Since we can rotate the disk about the origin without affecting distances, we can assume, without loss of generality, that $A=(-1,0)$ and $B=(1,0)$.
Let $C$ be represented by $c\in\mathbb{C}$, where $|c|\le 1$. \begin{align*} &|AC|\,{\cdot}\,|BC|\\[4pt] =\;&|c+1|\,{\cdot}\,|c-1|\\[4pt] =\;&|c^2-1|\\[4pt] \le\;&|c|^2+1\\[4pt] \le\;&1^2+1\\[4pt] =\;&2\\[4pt] \end{align*} Claim:$\;$For $|c|\le 1$, the equation $|c^2-1|=2$ holds if and only if $c^2=-1$, or equivalently, $c=\pm i$.
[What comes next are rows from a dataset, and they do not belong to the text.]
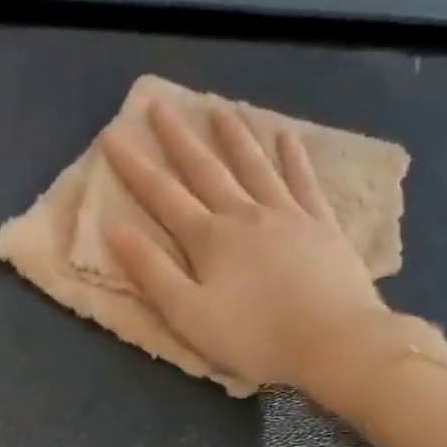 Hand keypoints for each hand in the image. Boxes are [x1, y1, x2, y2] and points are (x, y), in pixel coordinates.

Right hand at [102, 100, 388, 395]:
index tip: (112, 135)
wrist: (334, 341)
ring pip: (255, 167)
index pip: (162, 195)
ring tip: (220, 108)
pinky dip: (294, 159)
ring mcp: (288, 216)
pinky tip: (287, 137)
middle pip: (206, 169)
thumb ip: (151, 271)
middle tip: (161, 105)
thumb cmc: (254, 336)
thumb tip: (115, 229)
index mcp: (209, 238)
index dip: (134, 166)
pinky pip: (304, 183)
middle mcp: (245, 215)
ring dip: (235, 137)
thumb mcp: (188, 314)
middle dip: (179, 138)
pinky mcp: (323, 226)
Accepting the claim for now, it follows that the maximum value of $|AC|\,{\cdot}\,|BC|$ is $2$, which is realized if and only if $C=(0,1)$ or $C=(0,-1)$.
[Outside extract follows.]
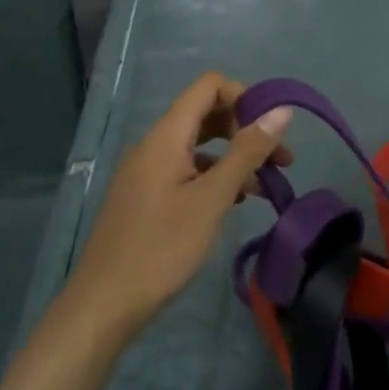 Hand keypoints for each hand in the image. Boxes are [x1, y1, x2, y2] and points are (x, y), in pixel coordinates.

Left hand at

Rotating back, it follows that the maximum value of $|AC|\,{\cdot}\,|BC|$ is $2$, which is realized if and only if $C$ is an endpoint of the diameter perpendicular to $AB$.
Proof of the claim:
The expression $|c^2-1|$ is equal to the distance from $c^2$ to $1$.
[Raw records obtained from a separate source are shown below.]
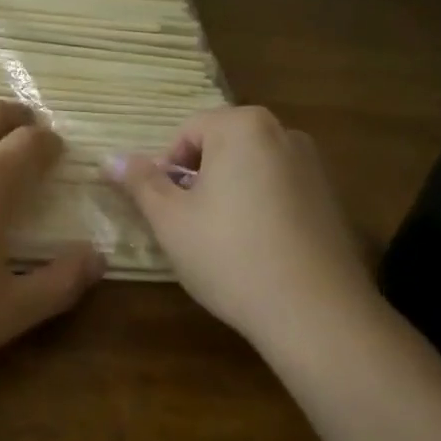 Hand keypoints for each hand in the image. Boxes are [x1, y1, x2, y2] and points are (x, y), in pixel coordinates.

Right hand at [108, 106, 379, 345]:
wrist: (316, 314)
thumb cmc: (230, 255)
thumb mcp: (170, 219)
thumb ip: (140, 182)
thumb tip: (109, 159)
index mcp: (243, 126)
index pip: (187, 132)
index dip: (167, 170)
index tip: (167, 211)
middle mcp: (283, 133)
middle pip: (221, 147)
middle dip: (199, 181)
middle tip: (189, 226)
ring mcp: (314, 166)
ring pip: (251, 170)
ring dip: (228, 195)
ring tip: (222, 242)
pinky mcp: (331, 200)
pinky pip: (280, 191)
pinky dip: (261, 210)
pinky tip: (257, 252)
Given that $|c|\le 1$, we also have $|c^2|\le 1$, hence, since $-1$ is the only point in the closed standard unit disk whose distance from $1$ is equal to $2$, it follows that for $|c|\le 1$, we have $|c^2-1|=2$ if and only if $c^2=-1$, as claimed.$\\[4pt]$
Suppose $|c^2-1|=2$, for some $c\in\mathbb{C}$ with $|c|\le 1$.
If $|c| < 1$, then $|c^2-1|\le |c|^2+1 < 1^2+1 = 2$, contradiction.
Hence we must have $|c|=1$.
Then $\bar{c}={\large{\frac{1}{c}}}$, hence \begin{align*} &|c^2-1|=2\\[4pt] \iff\;&|c^2-1|^2=4\\[4pt] \iff\;&(c^2-1)(\bar{c}^2-1)=4\\[4pt] \iff\;&1-c^2-\bar{c}^2+1=4\\[4pt] \iff\;&c^2+\bar{c}^2=-2\\[4pt] \iff\;&c^2+\frac{1}{c^2}=-2\\[4pt] \iff\;&c^4+1=-2c^2\\[4pt] \iff\;&c^4+2c^2+1=0\\[4pt] \iff\;&(c^2+1)^2=0\\[4pt] \iff\;&c^2+1=0\\[4pt] \iff\;&c^2=-1\\ \end{align*} as claimed.